For Which Equation Does It Make The Most Sense To Solve By Completing The Square?A. X 2 + 20 X = 52 X^2 + 20x = 52 X 2 + 20 X = 52 B. 5 X 2 + 3 X = 9 5x^2 + 3x = 9 5 X 2 + 3 X = 9 C. 3 X 2 − X + 17 = 0 3x^2 - X + 17 = 0 3 X 2 − X + 17 = 0 D. X 2 − 8 = 1 X^2 - 8 = 1 X 2 − 8 = 1

For Which Equation Does it Make the Most Sense to Solve by Completing the Square?

Completing the square is a powerful algebraic technique used to solve quadratic equations. It involves manipulating the equation to express it in a perfect square form, which can then be easily solved. However, not all quadratic equations are suitable for completing the square. In this article, we will examine four different quadratic equations and determine which one makes the most sense to solve by completing the square.

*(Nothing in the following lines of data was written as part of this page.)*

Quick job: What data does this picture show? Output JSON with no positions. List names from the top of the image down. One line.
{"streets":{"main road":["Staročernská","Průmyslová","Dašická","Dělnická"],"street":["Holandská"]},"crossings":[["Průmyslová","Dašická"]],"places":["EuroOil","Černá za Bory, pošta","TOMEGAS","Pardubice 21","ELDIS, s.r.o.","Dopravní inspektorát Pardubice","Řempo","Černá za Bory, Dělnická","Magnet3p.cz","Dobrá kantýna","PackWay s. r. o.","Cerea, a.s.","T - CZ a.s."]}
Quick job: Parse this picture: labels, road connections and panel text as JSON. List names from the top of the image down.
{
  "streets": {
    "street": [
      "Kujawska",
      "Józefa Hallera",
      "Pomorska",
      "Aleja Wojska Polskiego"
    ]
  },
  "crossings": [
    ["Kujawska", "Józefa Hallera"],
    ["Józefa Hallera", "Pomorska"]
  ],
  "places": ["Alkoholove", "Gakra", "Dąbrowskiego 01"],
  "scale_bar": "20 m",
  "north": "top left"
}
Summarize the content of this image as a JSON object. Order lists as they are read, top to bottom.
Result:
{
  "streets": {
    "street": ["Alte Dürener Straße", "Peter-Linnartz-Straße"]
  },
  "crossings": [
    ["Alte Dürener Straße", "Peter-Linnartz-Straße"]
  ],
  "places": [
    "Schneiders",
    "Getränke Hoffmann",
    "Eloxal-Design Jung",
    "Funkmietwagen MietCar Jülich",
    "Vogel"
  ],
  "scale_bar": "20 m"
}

Completing the square is a method of solving quadratic equations of the form $ax^2 + bx + c = 0$. The process involves manipulating the equation to express it in the form $(x + p)^2 = q$, where $p$ and $q$ are constants. This can be done by adding and subtracting a constant term to the equation, which allows us to create a perfect square trinomial.

Equation A: $x^2 + 20x = 52$

Let's start by examining Equation A: $x^2 + 20x = 52$. To solve this equation by completing the square, we need to move the constant term to the right-hand side of the equation. This gives us:

$$x^2 + 20x - 52 = 0$$

Next, we need to find the value of $p$ that will allow us to create a perfect square trinomial. We can do this by taking half of the coefficient of the $x$ term and squaring it. In this case, the coefficient of the $x$ term is 20, so we take half of that and square it:

$$p = \frac{20}{2} = 10$$

$$p^2 = 10^2 = 100$$

Now, we can add $p^2$ to both sides of the equation to create a perfect square trinomial:

$$x^2 + 20x + 100 = 52 + 100$$

This simplifies to:

$$(x + 10)^2 = 152$$

Taking the square root of both sides gives us:

$$x + 10 = \pm \sqrt{152}$$

Subtracting 10 from both sides gives us the final solution:

$$x = -10 \pm \sqrt{152}$$

Equation B: $5x^2 + 3x = 9$

Now, let's examine Equation B: $5x^2 + 3x = 9$. To solve this equation by completing the square, we need to move the constant term to the right-hand side of the equation. This gives us:

$$5x^2 + 3x - 9 = 0$$

Next, we need to find the value of $p$ that will allow us to create a perfect square trinomial. We can do this by taking half of the coefficient of the $x$ term and squaring it. In this case, the coefficient of the $x$ term is 3, so we take half of that and square it:

$$p = \frac{3}{2}$$

$$p^2 = \left(\frac{3}{2}\right)^2 = \frac{9}{4}$$

However, we also need to multiply the entire equation by 4 to get rid of the fraction, which will give us:

$$20x^2 + 12x - 36 = 0$$

Now, we can add $p^2$ to both sides of the equation to create a perfect square trinomial:

$$20x^2 + 12x + 9 = 36 + 9$$

This simplifies to:

$$(2x + \frac{3}{2})^2 = 45$$

However, we can simplify this further by multiplying both sides by 4 to get rid of the fraction:

$$(4x + 3)^2 = 180$$

Taking the square root of both sides gives us:

$$4x + 3 = \pm \sqrt{180}$$

Subtracting 3 from both sides gives us:

$$4x = -3 \pm \sqrt{180}$$

Dividing both sides by 4 gives us the final solution:

$$x = -\frac{3}{4} \pm \frac{\sqrt{180}}{4}$$

Equation C: $3x^2 - x + 17 = 0$

Now, let's examine Equation C: $3x^2 - x + 17 = 0$. To solve this equation by completing the square, we need to find the value of $p$ that will allow us to create a perfect square trinomial. However, in this case, the coefficient of the $x$ term is not a multiple of the coefficient of the $x^2$ term, so we cannot simply take half of the coefficient of the $x$ term and square it.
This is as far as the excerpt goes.